We’re still healthy, and we’re still here. As life in the city began to open up again, I started to find myself slowly forgetting about the realities of 2020. Not all at once, and not for more than a few moments at a time. I’d be sitting (socially distanced) across from a friend at an outdoor table stationed precariously in a lane of traffic, and I’d stand up for *just a second* without immediately putting on my mask, my mind wandering to an earlier time – I’d realize my mistake in an instant, clasp my hand over my mouth like I’d just screamed out an insult, and snap back into the now. I know that is a weird example, especially for an avid mask-wearer (NY Strong – like everybody should be)! I guess my point here is that the ability to forget for even one second is a beautiful gift. It gives me hope that one day, we can put it behind us for good. It won’t always be inside of us.

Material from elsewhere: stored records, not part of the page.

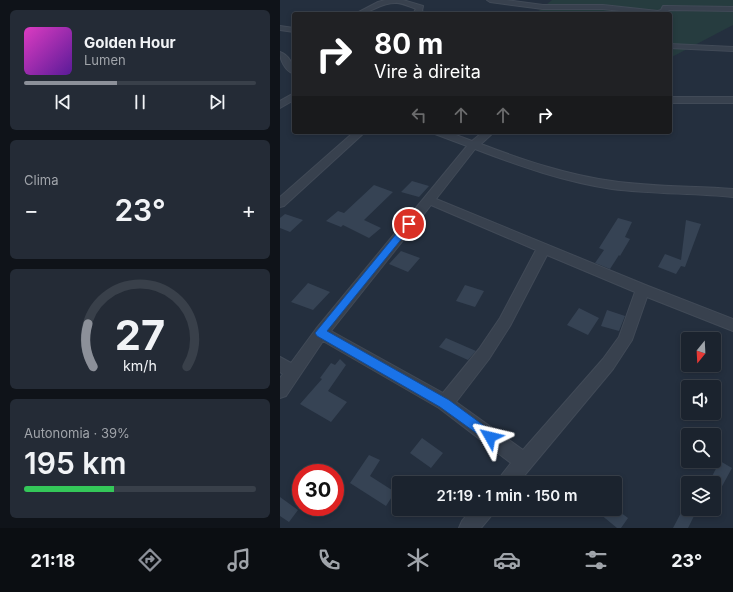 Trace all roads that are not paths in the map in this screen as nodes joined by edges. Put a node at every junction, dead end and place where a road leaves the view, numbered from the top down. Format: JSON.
{"nodes":[{"id":1,"x":396,"y":0,"type":"edge"},
{"id":2,"x":490,"y":0,"type":"edge"},
{"id":3,"x":700,"y":0,"type":"edge"},
{"id":4,"x":562,"y":3,"type":"edge"},
{"id":5,"x":665,"y":4,"type":"edge"},
{"id":6,"x":700,"y":8,"type":"junction"},
{"id":7,"x":733,"y":8,"type":"edge"},
{"id":8,"x":583,"y":10,"type":"edge"},
{"id":9,"x":363,"y":12,"type":"edge"},
{"id":10,"x":418,"y":12,"type":"edge"},
{"id":11,"x":280,"y":28,"type":"edge"},
{"id":12,"x":292,"y":30,"type":"edge"},
{"id":13,"x":672,"y":46,"type":"edge"},
{"id":14,"x":733,"y":49,"type":"edge"},
{"id":15,"x":280,"y":54,"type":"edge"},
{"id":16,"x":292,"y":69,"type":"edge"},
{"id":17,"x":292,"y":97,"type":"edge"},
{"id":18,"x":672,"y":100,"type":"edge"},
{"id":19,"x":733,"y":100,"type":"edge"},
{"id":20,"x":280,"y":106,"type":"edge"},
{"id":21,"x":358,"y":134,"type":"edge"},
{"id":22,"x":445,"y":134,"type":"edge"},
{"id":23,"x":487,"y":134,"type":"edge"},
{"id":24,"x":473,"y":145,"type":"junction"},
{"id":25,"x":733,"y":193,"type":"edge"},
{"id":26,"x":428,"y":200,"type":"junction"},
{"id":27,"x":280,"y":202,"type":"edge"},
{"id":28,"x":544,"y":248,"type":"junction"},
{"id":29,"x":643,"y":290,"type":"junction"},
{"id":30,"x":733,"y":325,"type":"edge"},
{"id":31,"x":320,"y":333,"type":"junction"},
{"id":32,"x":287,"y":368,"type":"edge"},
{"id":33,"x":280,"y":391,"type":"edge"},
{"id":34,"x":444,"y":403,"type":"junction"},
{"id":35,"x":524,"y":462,"type":"junction"},
{"id":36,"x":512,"y":476,"type":"edge"},
{"id":37,"x":478,"y":516,"type":"edge"},
{"id":38,"x":469,"y":528,"type":"edge"}],
"edges":[{"from":1,"to":9,"type":"street"},
{"from":1,"to":10,"type":"street"},
{"from":2,"to":4,"type":"street"},
{"from":3,"to":6,"type":"street"},
{"from":4,"to":8,"type":"street"},
{"from":5,"to":6,"type":"street"},
{"from":5,"to":8,"type":"street"},
{"from":6,"to":7,"type":"street"},
{"from":11,"to":12,"type":"street"},
{"from":13,"to":14,"type":"street"},
{"from":15,"to":16,"type":"street"},
{"from":17,"to":20,"type":"street"},
{"from":18,"to":19,"type":"street"},
{"from":21,"to":27,"type":"street"},
{"from":22,"to":24,"type":"street"},
{"from":23,"to":24,"type":"street"},
{"from":24,"to":25,"type":"street"},
{"from":24,"to":26,"type":"street"},
{"from":26,"to":28,"type":"street"},
{"from":26,"to":31,"type":"street"},
{"from":28,"to":29,"type":"street"},
{"from":28,"to":34,"type":"street"},
{"from":29,"to":30,"type":"street"},
{"from":29,"to":35,"type":"street"},
{"from":31,"to":32,"type":"street"},
{"from":31,"to":34,"type":"street"},
{"from":32,"to":33,"type":"street"},
{"from":34,"to":35,"type":"street"},
{"from":35,"to":36,"type":"street"},
{"from":37,"to":38,"type":"street"}]}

We did not get a chance to road trip through Canada this month like we had planned, so instead we chose to explore a little closer to home. We spent just over a week meandering through NY State and staying at Airbnbs, from the Finger Lakes to Niagara Falls. I’m posting at a delay, but it feels good to be posting at all. I didn’t expect to have the gift of traveling anywhere this year, and I still don’t know if my writing will feel the same. Let’s see together.

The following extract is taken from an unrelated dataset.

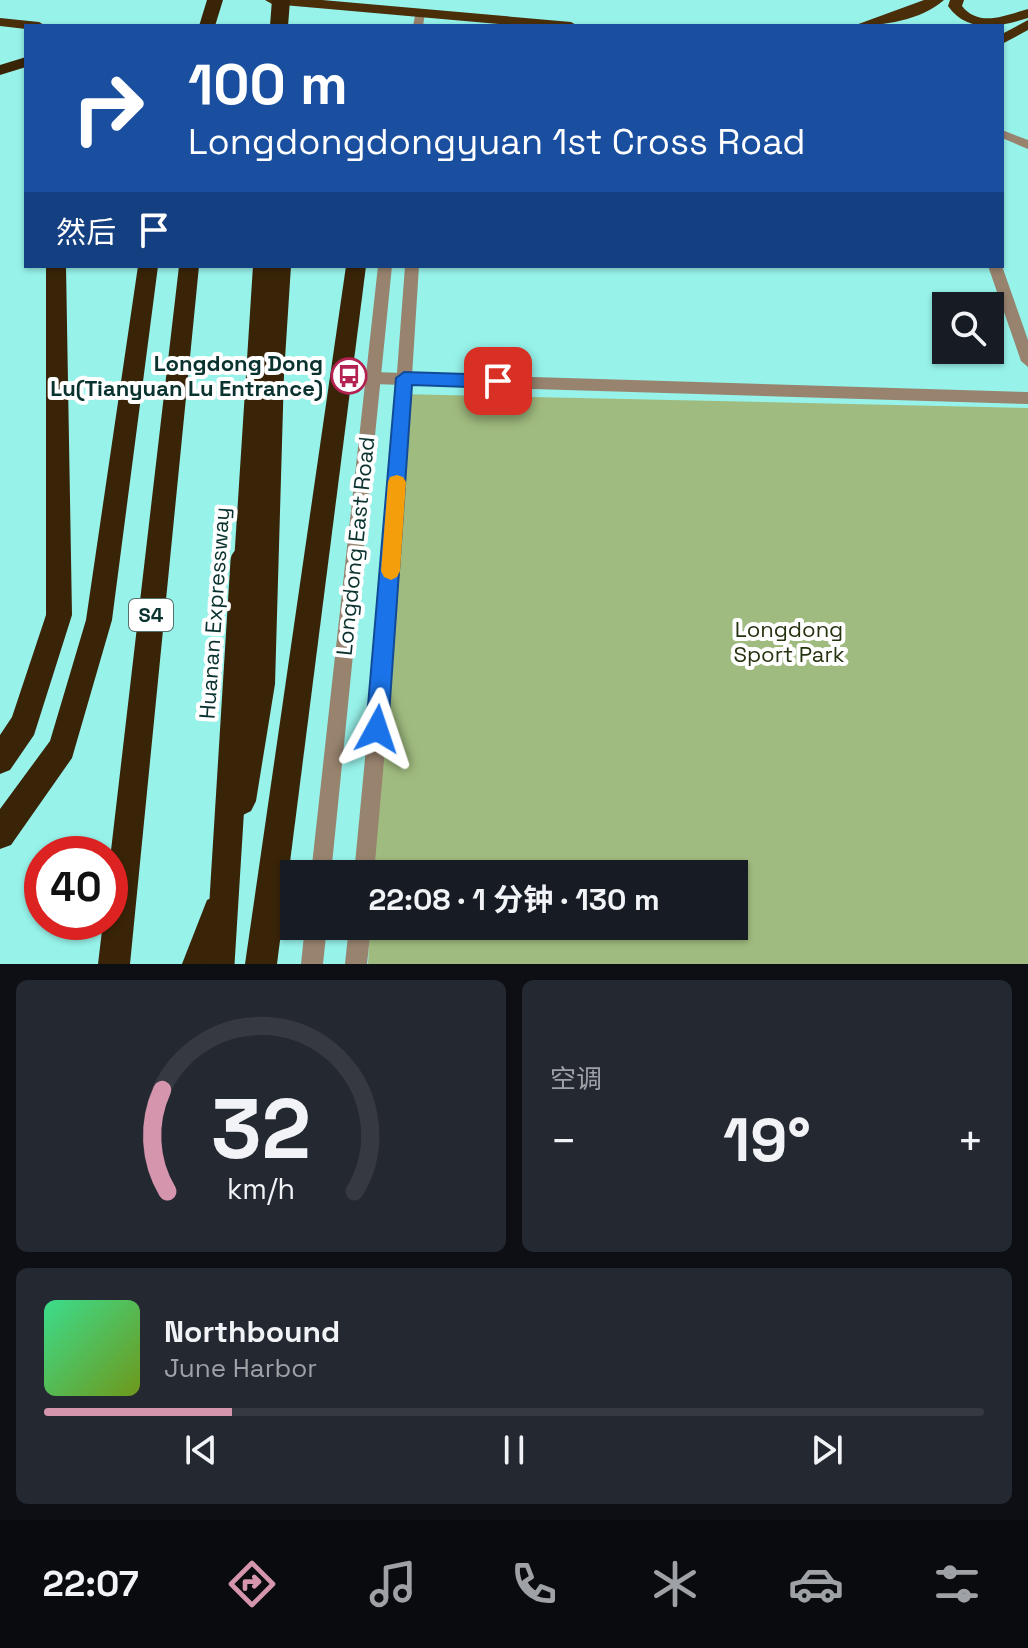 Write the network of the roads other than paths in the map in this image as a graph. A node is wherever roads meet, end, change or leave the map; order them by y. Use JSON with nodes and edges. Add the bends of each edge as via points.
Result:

We set off early in the morning with an espresso-filled mug shaped like a camera lens, courtesy of my mother (slash cat-sitter). The road felt open and easy.

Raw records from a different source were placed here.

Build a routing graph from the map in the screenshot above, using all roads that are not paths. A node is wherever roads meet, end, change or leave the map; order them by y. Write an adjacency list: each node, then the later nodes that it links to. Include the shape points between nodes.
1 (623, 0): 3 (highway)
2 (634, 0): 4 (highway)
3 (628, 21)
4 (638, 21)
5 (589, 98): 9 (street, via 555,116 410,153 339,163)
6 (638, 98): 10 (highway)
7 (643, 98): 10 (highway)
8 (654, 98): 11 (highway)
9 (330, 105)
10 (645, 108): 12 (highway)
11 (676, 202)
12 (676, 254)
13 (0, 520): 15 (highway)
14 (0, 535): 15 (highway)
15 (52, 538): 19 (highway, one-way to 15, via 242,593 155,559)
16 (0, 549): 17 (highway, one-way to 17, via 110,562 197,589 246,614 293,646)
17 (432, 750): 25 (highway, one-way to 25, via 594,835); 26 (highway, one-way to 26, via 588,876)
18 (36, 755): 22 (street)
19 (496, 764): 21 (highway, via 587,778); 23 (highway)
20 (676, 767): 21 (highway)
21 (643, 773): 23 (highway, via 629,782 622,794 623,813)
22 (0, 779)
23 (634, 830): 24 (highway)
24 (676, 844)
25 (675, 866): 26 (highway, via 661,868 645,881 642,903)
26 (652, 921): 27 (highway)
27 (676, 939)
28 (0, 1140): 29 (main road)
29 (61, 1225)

Our first few days would be spent in Hammondsport along Keuka Lake, an area of the Finger Lakes we didn’t explore in the packed mini-bus wine tours of years past. Upon arriving in the area, we wasted no time and quickly settled down onto some bar stools for a flight of beer at the Brewery of Broken Dreams. We felt comfortable sitting indoors for the first time since March only because our table was by itself at the end of a long hallway past the bathrooms. It felt like being in a boozy time-out chair.
Our home for the next few days was a quaint tiny house tucked into a little bit of land on the side of a scantily used road. The lake was just in front and accessed by a set of steep wooden stairs built into the hillside. Behind the house is thick woods, crackling when the wind swirls through.
As we clumsily attempted to start the firepit, I found myself wondering how much one can really “travel” in areas so close to home. Will I ever feel that surge of “away-ness” if I know I am this close to what is familiar? I hope to see fresh layers of newness while I am here. And to think more about why I need that feeling so much.